DECONSTRUIRE L’INEGALITE SEXUEE ENTRE LES HOMMES ET LES FEMMES PAR L’EDUCATION NOUVELLE

Ma contribution, en tant que acteur du projet AQJT, est de vous proposer une réflexion pédagogique sur le lien que nous avons découvert entre les principes de l’Education Nouvelle, synthétise par Giselle de Failly en 1957, principes "qui guident notre action" et la démarche de la déconstruction des inégalités sexuées que on à vécue dans le projet. Un projet, je le tiens à souligner, de terrain ou les observations des enfants dans le jeu, la relation directe des professionnelles et des animateurs avec les enfants en situation ludique était primordiale.

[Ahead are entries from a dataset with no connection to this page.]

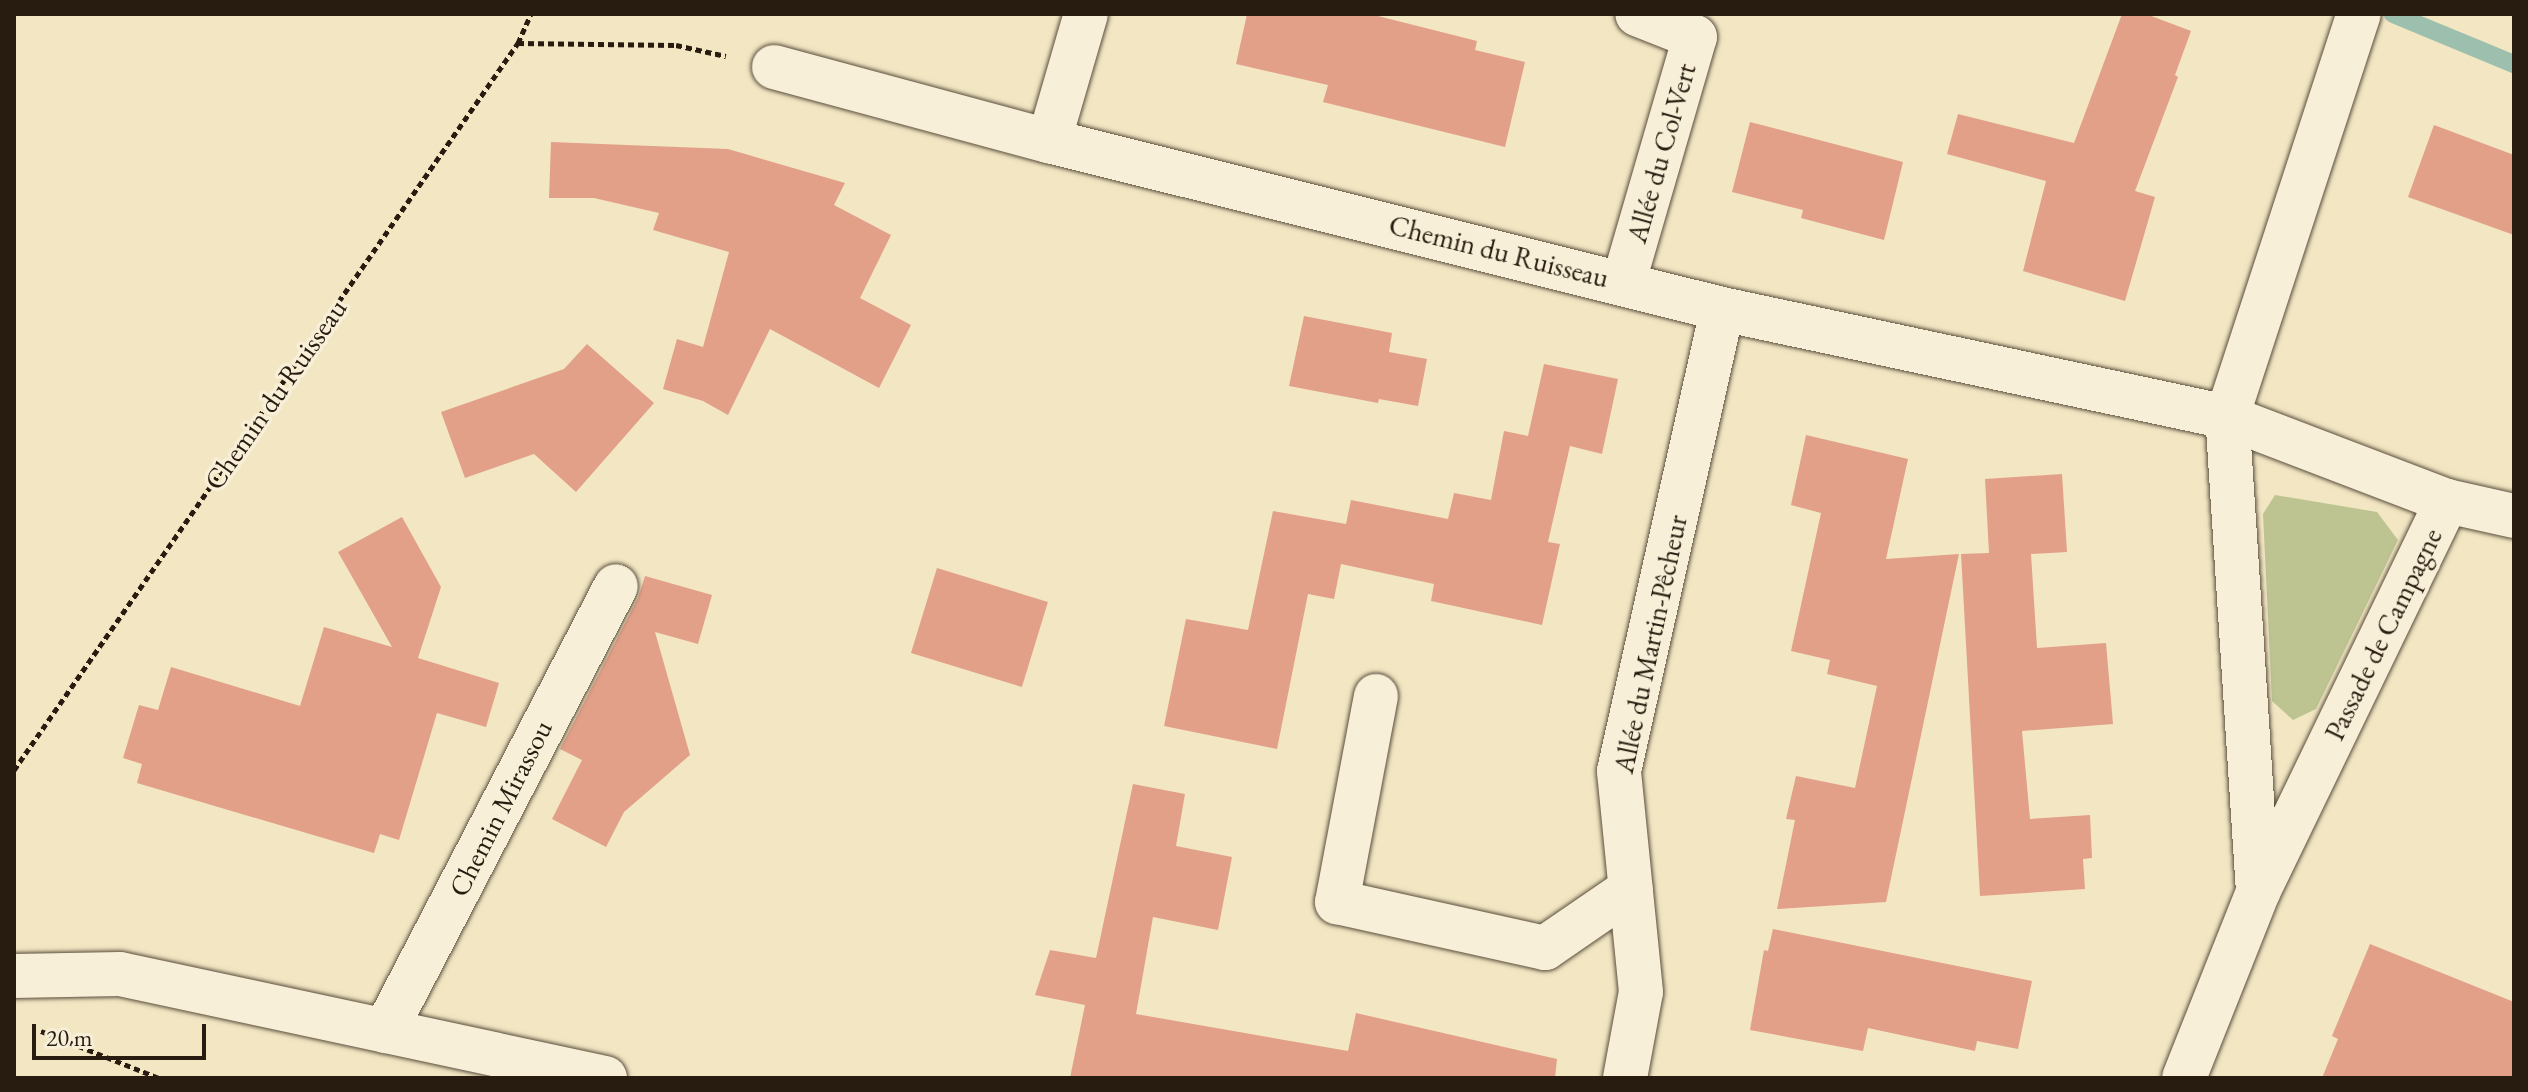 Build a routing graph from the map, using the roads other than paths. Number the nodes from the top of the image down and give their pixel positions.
1 (1086, 14) edge
2 (1637, 14) edge
3 (2356, 22) edge
4 (774, 67) road end
5 (1049, 141) junction
6 (1624, 281) junction
7 (1722, 309) junction
8 (2227, 417) junction
9 (2447, 501) junction
10 (2514, 516) edge
11 (616, 586) dead end
12 (1376, 696) dead end
13 (1631, 889) junction
14 (2258, 892) junction
15 (14, 976) edge
16 (385, 1031) junction
17 (605, 1078) edge
18 (1625, 1078) edge
19 (2184, 1078) edge

1 - 5 street
2 - 6 street, Allée du Col-Vert
3 - 8 street, Passade de Campagne
4 - 5 street, Chemin du Ruisseau
5 - 6 street, Chemin du Ruisseau
6 - 7 street, Chemin du Ruisseau
7 - 8 street, Chemin du Ruisseau
7 - 13 street, Allée du Martin-Pêcheur
8 - 9 street, Passade de Campagne
8 - 14 street, Passade de Campagne
9 - 10 street
9 - 14 street, Passade de Campagne
11 - 16 street, Chemin Mirassou
12 - 13 street
13 - 18 street, Allée du Martin-Pêcheur
14 - 19 street, Passade de Campagne
15 - 16 street
16 - 17 street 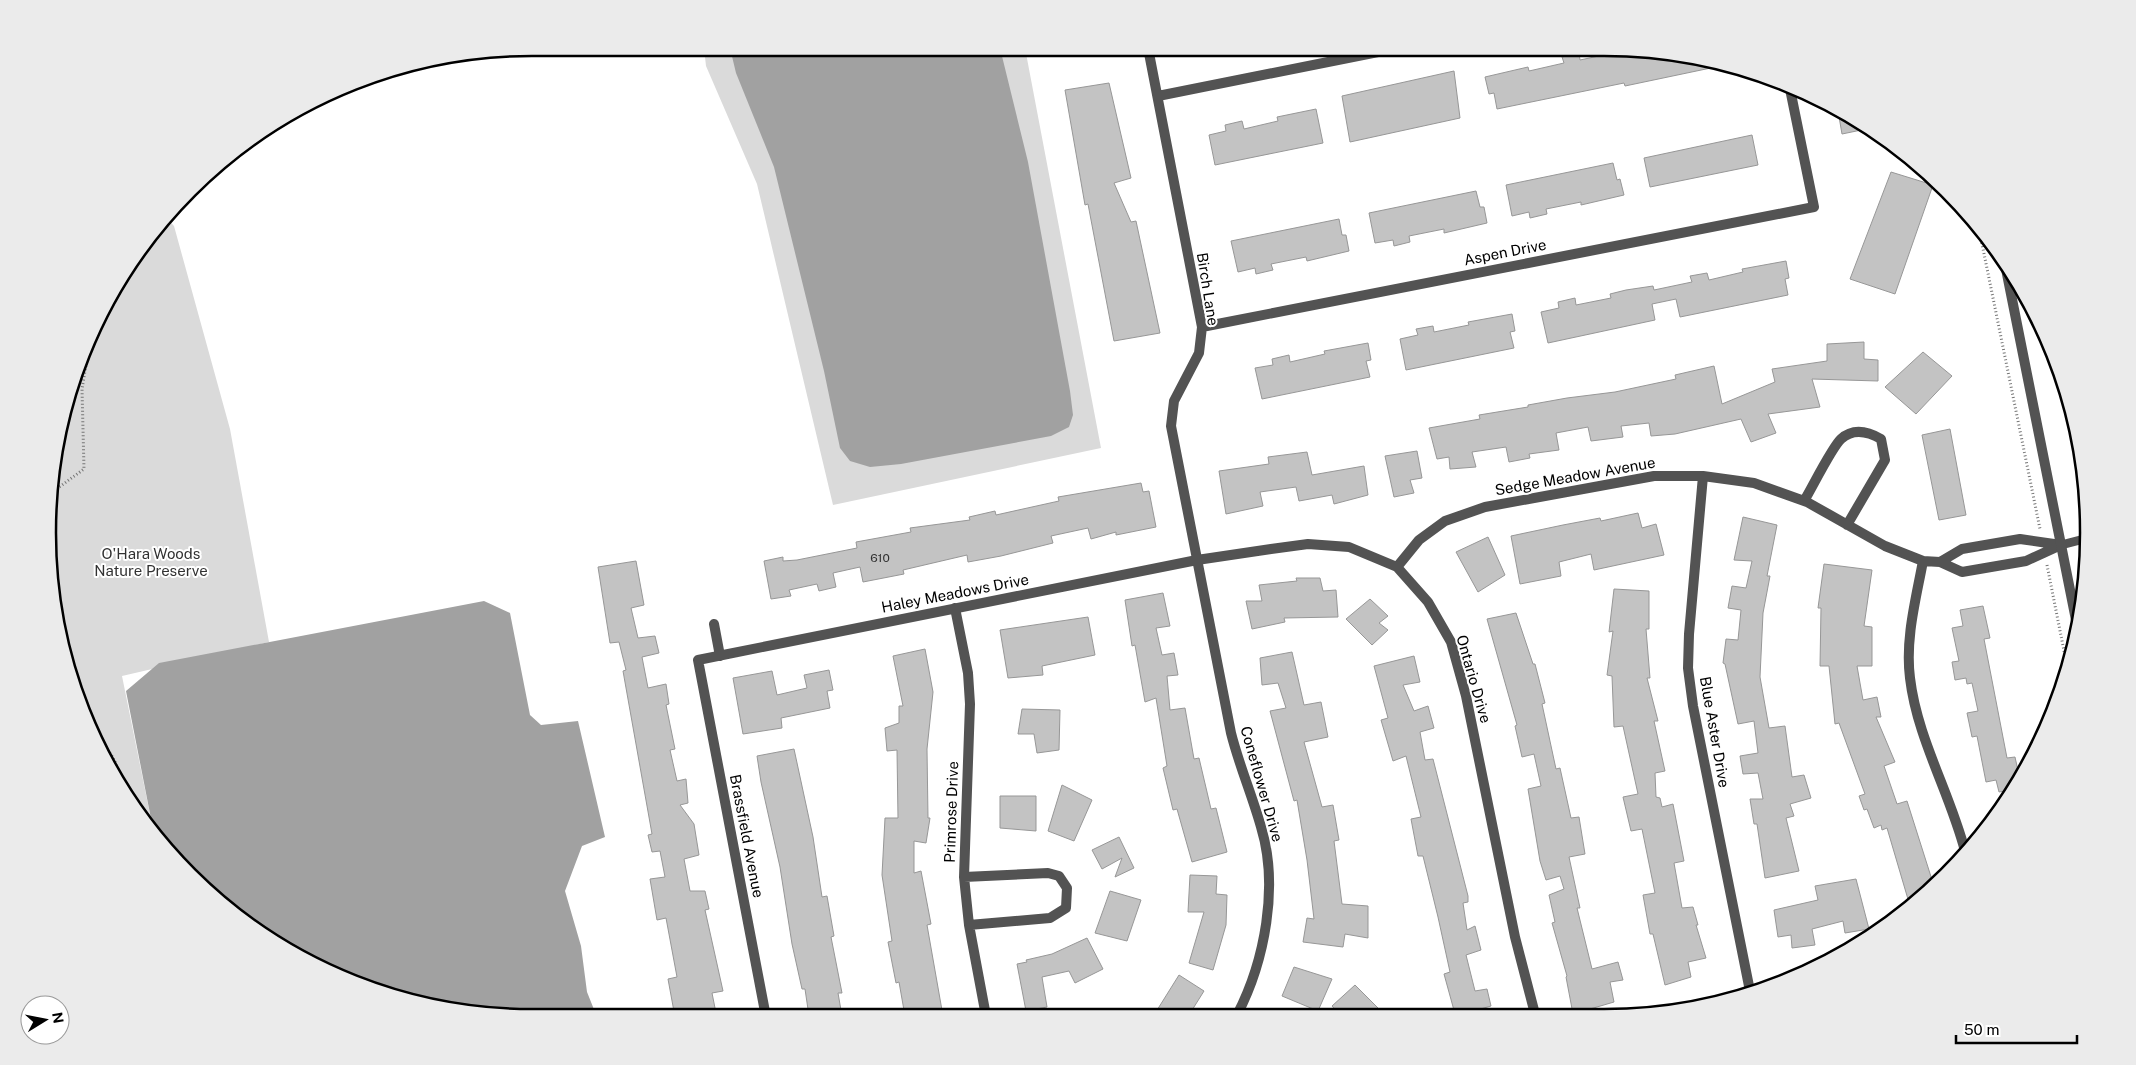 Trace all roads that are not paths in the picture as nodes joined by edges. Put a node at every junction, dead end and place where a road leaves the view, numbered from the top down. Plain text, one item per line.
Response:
1 (1150, 56) edge
2 (1358, 56) edge
3 (1791, 95) edge
4 (1158, 96) junction
5 (2009, 283) edge
6 (1202, 328) junction
7 (1703, 476) junction
8 (1804, 501) junction
9 (1847, 525) junction
10 (2080, 540) edge
11 (2061, 545) junction
12 (2044, 548) junction
13 (1197, 560) junction
14 (1923, 561) junction
15 (1940, 562) junction
16 (1397, 567) junction
17 (955, 608) junction
18 (2074, 609) edge
19 (714, 624) dead end
20 (720, 656) junction
21 (698, 660) joint
22 (1963, 846) edge
23 (964, 877) junction
24 (969, 925) junction
25 (1749, 986) edge
26 (764, 1009) edge
27 (985, 1009) edge
28 (1240, 1009) edge
29 (1534, 1009) edge

1 - 4 street, Birch Lane
2 - 4 street
3 - 6 street, Aspen Drive
4 - 6 street, Birch Lane
5 - 11 street
6 - 13 street, Birch Lane
7 - 8 street, Sedge Meadow Avenue
7 - 16 street, Sedge Meadow Avenue
7 - 25 street, Blue Aster Drive
8 - 9 street, Sedge Meadow Avenue
8 - 9 street
9 - 14 street, Sedge Meadow Avenue
10 - 11 lane
11 - 12 street, Sedge Meadow Avenue
11 - 18 street
12 - 15 street
12 - 15 street, Sedge Meadow Avenue
13 - 16 street, Ontario Drive
13 - 17 street, Haley Meadows Drive
13 - 28 street, Coneflower Drive
14 - 15 street, Sedge Meadow Avenue
14 - 22 street
16 - 29 street, Ontario Drive
17 - 20 street, Haley Meadows Drive
17 - 23 street, Primrose Drive
19 - 20 street
20 - 21 street, Haley Meadows Drive
21 - 26 street, Brassfield Avenue
23 - 24 street, Primrose Drive
23 - 24 street
24 - 27 street, Primrose Drive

C’est dans le jeu que se construit la personnalité du petit enfant et c’est fondamental que les adultes puissent créer la condition pour la pratique des jeux donc de réfléchir au cadre éducatif dans lequel se déroule l’activité. Par là c’est important d’avoir conscience des choix, des orientations, des attitudes et c’est à ce niveau que nous avons aussi travaillé pour offrir aux adultes des moyens concrets des réflexions. Relire les principes de l’Education Nouvelle à la lumière de la recherche action qu’a été réalisé et l’inscrire à son tour dans une démarche d’Education Nouvelle.

1) Tout être humain peut se développer et même se transformer au cours de sa vie. Il en a le désir et les possibilités.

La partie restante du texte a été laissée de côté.